Documentation for our layers, weight (and prior distribution) sampler and utils:
- Bayesian Layers
- Weight and prior distribution samplers
- Utils (for easy integration with PyTorch)
- Losses
(You can see it for your self by running this example on your machine).
We will now see how can Bayesian Deep Learning be used for regression in order to gather confidence interval over our datapoint rather than a pontual continuous value prediction. Gathering a confidence interval for your prediction may be even a more useful information than a low-error estimation.
I sustain my argumentation on the fact that, with good/high prob a confidence interval, you can make a more reliable decision than with a very proximal estimation on some contexts: if you are trying to get profit from a trading operation, for example, having a good confidence interval may lead you to know if, at least, the value on which the operation wil procees will be lower (or higher) than some determinate X.
Knowing if a value will be, surely (or with good probability) on a determinate interval can help people on sensible decision more than a very proximal estimation that, if lower or higher than some limit value, may cause loss on a transaction. The point is that, sometimes, knowing if there will be profit may be more useful than measuring it.
In order to demonstrate that, we will create a Bayesian Neural Network Regressor for the Boston-house-data toy dataset, trying to create confidence interval (CI) for the houses of which the price we are trying to predict. We will perform some scaling and the CI will be about 75%. It will be interesting to see that about 90% of the CIs predicted are lower than the high limit OR (inclusive) higher than the lower one.
Despite from the known modules, we will bring from BLiTZ athe variational_estimator
decorator, which helps us to handle the BayesianLinear layers on the module keeping it fully integrated with the rest of Torch, and, of course, BayesianLinear
, which is our layer that features weight uncertanity.
import torch
import torch.nn as nn
import torch.nn.functional as F
import torch.optim as optim
import numpy as np
from blitz.modules import BayesianLinear
from blitz.utils import variational_estimator
from sklearn.datasets import load_boston
from sklearn.preprocessing import StandardScaler
from sklearn.model_selection import train_test_split
Nothing new under the sun here, we are importing and standard-scaling the data to help with the training.
X, y = load_boston(return_X_y=True)
X = StandardScaler().fit_transform(X)
y = StandardScaler().fit_transform(np.expand_dims(y, -1))
X_train, X_test, y_train, y_test = train_test_split(X,
y,
test_size=.25,
random_state=42)
X_train, y_train = torch.tensor(X_train).float(), torch.tensor(y_train).float()

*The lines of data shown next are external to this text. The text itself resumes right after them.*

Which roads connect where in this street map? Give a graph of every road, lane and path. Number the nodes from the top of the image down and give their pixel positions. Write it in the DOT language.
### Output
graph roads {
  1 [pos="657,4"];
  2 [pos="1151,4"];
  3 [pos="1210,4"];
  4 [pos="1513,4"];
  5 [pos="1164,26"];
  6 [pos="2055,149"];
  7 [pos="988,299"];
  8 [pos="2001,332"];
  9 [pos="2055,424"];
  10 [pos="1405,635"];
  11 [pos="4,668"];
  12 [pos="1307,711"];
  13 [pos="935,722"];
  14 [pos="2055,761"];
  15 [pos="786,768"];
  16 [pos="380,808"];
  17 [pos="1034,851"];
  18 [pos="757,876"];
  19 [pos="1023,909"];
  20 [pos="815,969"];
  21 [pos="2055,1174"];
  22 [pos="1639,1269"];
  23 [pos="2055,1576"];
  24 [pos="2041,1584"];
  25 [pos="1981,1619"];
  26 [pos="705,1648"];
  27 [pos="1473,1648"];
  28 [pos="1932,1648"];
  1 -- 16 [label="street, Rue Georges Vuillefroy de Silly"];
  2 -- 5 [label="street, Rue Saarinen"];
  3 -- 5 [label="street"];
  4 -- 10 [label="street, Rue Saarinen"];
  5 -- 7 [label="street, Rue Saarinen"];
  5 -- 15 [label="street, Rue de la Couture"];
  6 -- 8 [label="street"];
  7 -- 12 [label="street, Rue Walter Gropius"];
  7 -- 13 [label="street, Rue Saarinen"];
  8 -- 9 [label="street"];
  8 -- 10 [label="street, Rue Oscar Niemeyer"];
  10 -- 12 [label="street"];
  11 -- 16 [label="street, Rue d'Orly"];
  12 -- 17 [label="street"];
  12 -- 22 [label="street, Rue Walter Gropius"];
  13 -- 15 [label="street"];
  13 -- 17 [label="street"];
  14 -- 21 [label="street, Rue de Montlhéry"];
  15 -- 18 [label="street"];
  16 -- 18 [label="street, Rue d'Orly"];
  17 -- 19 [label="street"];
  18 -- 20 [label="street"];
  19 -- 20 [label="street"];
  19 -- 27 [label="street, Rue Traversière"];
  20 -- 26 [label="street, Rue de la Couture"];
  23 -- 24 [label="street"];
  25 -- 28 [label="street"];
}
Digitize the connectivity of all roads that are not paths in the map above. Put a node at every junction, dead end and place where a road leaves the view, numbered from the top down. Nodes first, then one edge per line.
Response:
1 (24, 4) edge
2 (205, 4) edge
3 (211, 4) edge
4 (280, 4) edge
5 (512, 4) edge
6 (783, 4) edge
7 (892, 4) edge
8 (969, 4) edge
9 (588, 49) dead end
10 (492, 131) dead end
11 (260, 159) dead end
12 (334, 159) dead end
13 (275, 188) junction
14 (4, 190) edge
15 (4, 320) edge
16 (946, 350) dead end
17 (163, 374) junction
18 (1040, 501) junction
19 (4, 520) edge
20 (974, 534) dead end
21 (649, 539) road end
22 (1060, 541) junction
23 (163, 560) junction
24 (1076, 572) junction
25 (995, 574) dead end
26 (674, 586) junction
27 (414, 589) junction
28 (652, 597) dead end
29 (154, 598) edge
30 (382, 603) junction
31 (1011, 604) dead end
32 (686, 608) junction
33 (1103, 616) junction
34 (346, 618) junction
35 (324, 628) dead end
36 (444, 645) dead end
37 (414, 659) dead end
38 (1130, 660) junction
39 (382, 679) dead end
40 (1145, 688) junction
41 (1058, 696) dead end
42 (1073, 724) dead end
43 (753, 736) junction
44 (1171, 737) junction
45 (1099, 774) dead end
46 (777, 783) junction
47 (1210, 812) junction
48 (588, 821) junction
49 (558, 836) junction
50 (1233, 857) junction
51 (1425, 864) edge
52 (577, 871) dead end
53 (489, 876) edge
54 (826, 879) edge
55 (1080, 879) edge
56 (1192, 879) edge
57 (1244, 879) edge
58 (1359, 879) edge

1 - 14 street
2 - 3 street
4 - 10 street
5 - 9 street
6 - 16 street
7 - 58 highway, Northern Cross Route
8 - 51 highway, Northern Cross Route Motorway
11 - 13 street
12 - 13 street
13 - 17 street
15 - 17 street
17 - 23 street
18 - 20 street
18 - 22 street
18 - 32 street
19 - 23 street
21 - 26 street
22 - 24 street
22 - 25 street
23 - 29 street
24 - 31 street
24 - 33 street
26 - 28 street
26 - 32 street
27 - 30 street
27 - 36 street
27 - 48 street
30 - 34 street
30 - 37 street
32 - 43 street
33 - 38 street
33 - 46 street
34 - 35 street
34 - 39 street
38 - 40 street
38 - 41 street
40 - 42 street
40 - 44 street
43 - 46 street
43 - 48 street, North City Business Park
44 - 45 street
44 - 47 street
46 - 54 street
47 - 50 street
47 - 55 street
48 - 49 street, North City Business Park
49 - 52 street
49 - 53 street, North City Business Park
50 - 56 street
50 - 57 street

X_test, y_test = torch.tensor(X_test).float(), torch.tensor(y_test).float()
We can create our class with inhreiting from nn.Module, as we would do with any Torch network. Our decorator introduces the methods to handle the bayesian features, as calculating the complexity cost of the Bayesian Layers and doing many feedforwards (sampling different weights on each one) in order to sample our loss.
@variational_estimator
class BayesianRegressor(nn.Module):
def __init__(self, input_dim, output_dim):
super().__init__()
#self.linear = nn.Linear(input_dim, output_dim)
self.blinear1 = BayesianLinear(input_dim, 512)
self.blinear2 = BayesianLinear(512, output_dim)
def forward(self, x):
x_ = self.blinear1(x)
x_ = F.relu(x_)
return self.blinear2(x_)
This function does create a confidence interval for each prediction on the batch on which we are trying to sample the label value. We then can measure the accuracy of our predictions by seeking how much of the prediciton distributions did actually include the correct label for the datapoint.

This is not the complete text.